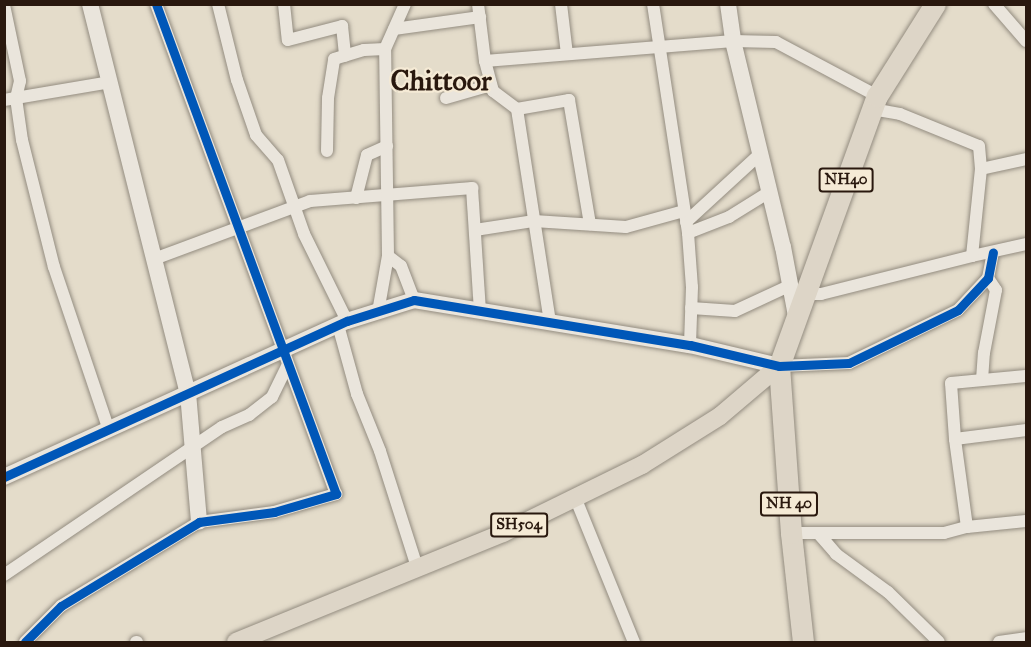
<!DOCTYPE html>
<html>
<head>
<meta charset="utf-8">
<style>
  body { margin:0 }
  #map { position:relative; width:1031px; height:647px; overflow:hidden; background:#e4dcca; font-family:"IM FELL Great Primer",serif }
  div>[style] { position:absolute }
  [style*='--x'] { left:calc(var(--x)*1px); top:calc(var(--y)*1px); width:calc(var(--w)*1px); rotate:calc(var(--a)*1deg) }
  .roads { filter:drop-shadow(0 0 2px #938c80) drop-shadow(0 0 2px #938c80) }
  .street>* { height:12px; margin:-6px; padding:0 6px; transform-origin:6px; border-radius:6px; background:#eae5dc }
  .secondary>* { height:16px; margin:-8px; padding:0 8px; transform-origin:8px; border-radius:8px; background:#eae5dc }
  .primary>* { height:18px; margin:-9px; padding:0 9px; transform-origin:9px; border-radius:9px; background:#ddd5c7 }
  .highway>* { height:21px; margin:-10.5px; padding:0 10.5px; transform-origin:10.5px; border-radius:10.5px; background:#ddd5c7 }
  .cycleway>* { height:9px; margin:-4.5px; padding:0 4.5px; transform-origin:4.5px; border-radius:4.5px; background:#0057b8 }
  span { translate:-50% -50%; white-space:nowrap; text-align:center; line-height:1.15; -webkit-text-stroke:4.5px #f5ead5; paint-order:stroke }
  .shield-label span { padding:2px 4px; background:#f5ead5; border:2px solid; border-radius:4px; -webkit-text-stroke-width:0 }
  .shield-label { font-size:15px; color:#29180e; font-weight:700 }
  .town-label { font-size:28px; color:#29180e; font-weight:700 }
  .frame { position:absolute; inset:0; border:6px solid #29180e; pointer-events:none }
</style>
</head>
<body>
<div id="map">
  <div class="roads">
    <div class="street">
      <div style="--x:218;--y:4;--w:78;--a:76"></div>
      <div style="--x:237;--y:80;--w:58;--a:70.9"></div>
      <div style="--x:256;--y:135;--w:33;--a:49"></div>
      <div style="--x:278;--y:160;--w:78;--a:70.6"></div>
      <div style="--x:304;--y:234;--w:97;--a:63.7"></div>
      <div style="--x:284;--y:4;--w:36;--a:84"></div>
      <div style="--x:288;--y:40;--w:56;--a:-14.5"></div>
      <div style="--x:342;--y:26;--w:30;--a:84"></div>
      <div style="--x:478;--y:4;--w:57;--a:83"></div>
      <div style="--x:485;--y:61;--w:249;--a:-4.6"></div>
      <div style="--x:733;--y:41;--w:43;--a:1.3"></div>
      <div style="--x:776;--y:42;--w:115;--a:28.1"></div>
      <div style="--x:561;--y:4;--w:50;--a:83.2"></div>
      <div style="--x:653;--y:4;--w:232;--a:81.3"></div>
      <div style="--x:688;--y:233;--w:54;--a:85.8"></div>
      <div style="--x:692;--y:287;--w:58;--a:92"></div>
      <div style="--x:994;--y:4;--w:49;--a:49.1"></div>
      <div style="--x:4;--y:5;--w:78;--a:78.1"></div>
      <div style="--x:20;--y:81;--w:17;--a:103"></div>
      <div style="--x:16;--y:98;--w:42;--a:81.9"></div>
      <div style="--x:22;--y:140;--w:131;--a:75.9"></div>
      <div style="--x:54;--y:267;--w:172;--a:71.4"></div>
      <div style="--x:394;--y:29;--w:87;--a:-7.9"></div>
      <div style="--x:485;--y:61;--w:31;--a:75"></div>
      <div style="--x:493;--y:91;--w:30;--a:37"></div>
      <div style="--x:517;--y:109;--w:216;--a:81.2"></div>
      <div style="--x:446;--y:98;--w:47;--a:-16.1"></div>
      <div style="--x:4;--y:100;--w:108;--a:-9.6"></div>
      <div style="--x:517;--y:109;--w:53;--a:-9.8"></div>
      <div style="--x:569;--y:100;--w:126;--a:80.4"></div>
      <div style="--x:872;--y:109;--w:28;--a:10"></div>
      <div style="--x:900;--y:114;--w:85;--a:22.1"></div>
      <div style="--x:979;--y:146;--w:23;--a:85"></div>
      <div style="--x:327;--y:151;--w:53;--a:-88.9"></div>
      <div style="--x:328;--y:98;--w:39;--a:-81"></div>
      <div style="--x:334;--y:59;--w:31;--a:-17"></div>
      <div style="--x:364;--y:50;--w:21;--a:-3"></div>
      <div style="--x:356;--y:198;--w:44;--a:-75.7"></div>
      <div style="--x:367;--y:155;--w:22;--a:-24"></div>
      <div style="--x:686;--y:222;--w:102;--a:-42.6"></div>
      <div style="--x:475;--y:230;--w:60;--a:-8.7"></div>
      <div style="--x:534;--y:221;--w:92;--a:3.7"></div>
      <div style="--x:626;--y:227;--w:60;--a:-15.4"></div>
      <div style="--x:688;--y:233;--w:44;--a:-21.3"></div>
      <div style="--x:729;--y:217;--w:49;--a:-31.8"></div>
      <div style="--x:388;--y:256;--w:16;--a:38"></div>
      <div style="--x:401;--y:266;--w:36;--a:69"></div>
      <div style="--x:972;--y:256;--w:55;--a:-12.5"></div>
      <div style="--x:154;--y:259;--w:166;--a:-20.4"></div>
      <div style="--x:310;--y:201;--w:163;--a:-4.6"></div>
      <div style="--x:472;--y:188;--w:123;--a:86.3"></div>
      <div style="--x:804;--y:294;--w:17;--a:0"></div>
      <div style="--x:821;--y:294;--w:156;--a:-14.1"></div>
      <div style="--x:972;--y:256;--w:87;--a:-84.1"></div>
      <div style="--x:981;--y:169;--w:46;--a:-12.5"></div>
      <div style="--x:691;--y:308;--w:44;--a:3.9"></div>
      <div style="--x:735;--y:311;--w:62;--a:-24.9"></div>
      <div style="--x:378;--y:312;--w:57;--a:-79.9"></div>
      <div style="--x:388;--y:256;--w:207;--a:-90.8"></div>
      <div style="--x:385;--y:49;--w:49;--a:-66"></div>
      <div style="--x:338;--y:325;--w:72;--a:74.6"></div>
      <div style="--x:357;--y:394;--w:61;--a:68"></div>
      <div style="--x:380;--y:451;--w:122;--a:72.3"></div>
      <div style="--x:779;--y:366;--w:70;--a:-2.5"></div>
      <div style="--x:849;--y:363;--w:121;--a:-25.9"></div>
      <div style="--x:958;--y:310;--w:44;--a:-46.8"></div>
      <div style="--x:988;--y:278;--w:26;--a:-79"></div>
      <div style="--x:982;--y:380;--w:27;--a:-86"></div>
      <div style="--x:984;--y:353;--w:64;--a:-79.2"></div>
      <div style="--x:996;--y:290;--w:14;--a:-124"></div>
      <div style="--x:955;--y:439;--w:56;--a:-94.1"></div>
      <div style="--x:951;--y:383;--w:75;--a:-5.3"></div>
      <div style="--x:575;--y:497;--w:157;--a:67.9"></div>
      <div style="--x:967;--y:527;--w:89;--a:-97.8"></div>
      <div style="--x:955;--y:439;--w:72;--a:-7.2"></div>
      <div style="--x:791;--y:533;--w:153;--a:0"></div>
      <div style="--x:944;--y:533;--w:24;--a:-15"></div>
      <div style="--x:967;--y:527;--w:59;--a:-5.8"></div>
      <div style="--x:818;--y:533;--w:28;--a:49"></div>
      <div style="--x:836;--y:554;--w:64;--a:36.2"></div>
      <div style="--x:888;--y:592;--w:71;--a:44.4"></div>
      <div style="--x:4;--y:575;--w:263;--a:-34.2"></div>
      <div style="--x:222;--y:427;--w:30;--a:-24"></div>
      <div style="--x:249;--y:415;--w:29;--a:-38"></div>
      <div style="--x:272;--y:397;--w:34;--a:-64"></div>
      <div style="--x:25;--y:642;--w:51;--a:-45"></div>
      <div style="--x:61;--y:606;--w:162;--a:-31.3"></div>
      <div style="--x:199;--y:522;--w:76;--a:-7.6"></div>
      <div style="--x:274;--y:512;--w:65;--a:-16.2"></div>
      <div style="--x:336;--y:494;--w:522;--a:-110.17"></div>
      <div style="--x:136;--y:642;--w:1;--a:0"></div>
      <div style="--x:999;--y:642;--w:27;--a:-8"></div>
    </div>
    <div class="secondary">
      <div style="--x:90;--y:4;--w:401;--a:75.9"></div>
      <div style="--x:188;--y:393;--w:129;--a:85.1"></div>
      <div style="--x:728;--y:4;--w:37;--a:82"></div>
      <div style="--x:733;--y:41;--w:212;--a:76.4"></div>
      <div style="--x:783;--y:247;--w:70;--a:79.3"></div>
      <div style="--x:4;--y:477;--w:377;--a:-24.5"></div>
      <div style="--x:347;--y:321;--w:70;--a:-17.4"></div>
      <div style="--x:414;--y:300;--w:280;--a:9.3"></div>
      <div style="--x:690;--y:345;--w:91;--a:13.3"></div>
    </div>
    <div class="primary">
      <div style="--x:236;--y:642;--w:288;--a:-22.2"></div>
      <div style="--x:503;--y:533;--w:155;--a:-26.1"></div>
      <div style="--x:642;--y:465;--w:92;--a:-32.1"></div>
      <div style="--x:720;--y:416;--w:77;--a:-40.3"></div>
    </div>
    <div class="highway">
      <div style="--x:803;--y:642;--w:110;--a:-96.3"></div>
      <div style="--x:791;--y:533;--w:167;--a:-94.1"></div>
      <div style="--x:779;--y:366;--w:287;--a:-70.1"></div>
      <div style="--x:877;--y:96;--w:109;--a:-57.8"></div>
    </div>
  </div>
  <div class="cycleway">
    <div style="--x:4;--y:477;--w:377;--a:-24.5"></div>
    <div style="--x:347;--y:321;--w:70;--a:-17.4"></div>
    <div style="--x:414;--y:300;--w:280;--a:9.3"></div>
    <div style="--x:690;--y:345;--w:91;--a:13.3"></div>
    <div style="--x:779;--y:366;--w:70;--a:-2.5"></div>
    <div style="--x:849;--y:363;--w:121;--a:-25.9"></div>
    <div style="--x:958;--y:310;--w:44;--a:-46.8"></div>
    <div style="--x:988;--y:278;--w:26;--a:-79"></div>
    <div style="--x:25;--y:642;--w:51;--a:-45"></div>
    <div style="--x:61;--y:606;--w:162;--a:-31.3"></div>
    <div style="--x:199;--y:522;--w:76;--a:-7.6"></div>
    <div style="--x:274;--y:512;--w:65;--a:-16.2"></div>
    <div style="--x:336;--y:494;--w:522;--a:-110.17"></div>
  </div>
  <div class="shield-label">
    <span style="left:846px;top:180px">NH40</span>
    <span style="left:789px;top:504px">NH 40</span>
    <span style="left:519px;top:525px">SH504</span>
  </div>
  <div class="town-label">
    <span style="left:441px;top:81px">Chittoor</span>
  </div>
  <div class="frame"></div>
</div>
</body>
</html>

TASK DIRECTIONS
Search the entries for the word "primary" and copy every line that holds it.

SOLVED EXERCISE
  .primary>* { height:18px; margin:-9px; padding:0 9px; transform-origin:9px; border-radius:9px; background:#ddd5c7 }
    <div class="primary">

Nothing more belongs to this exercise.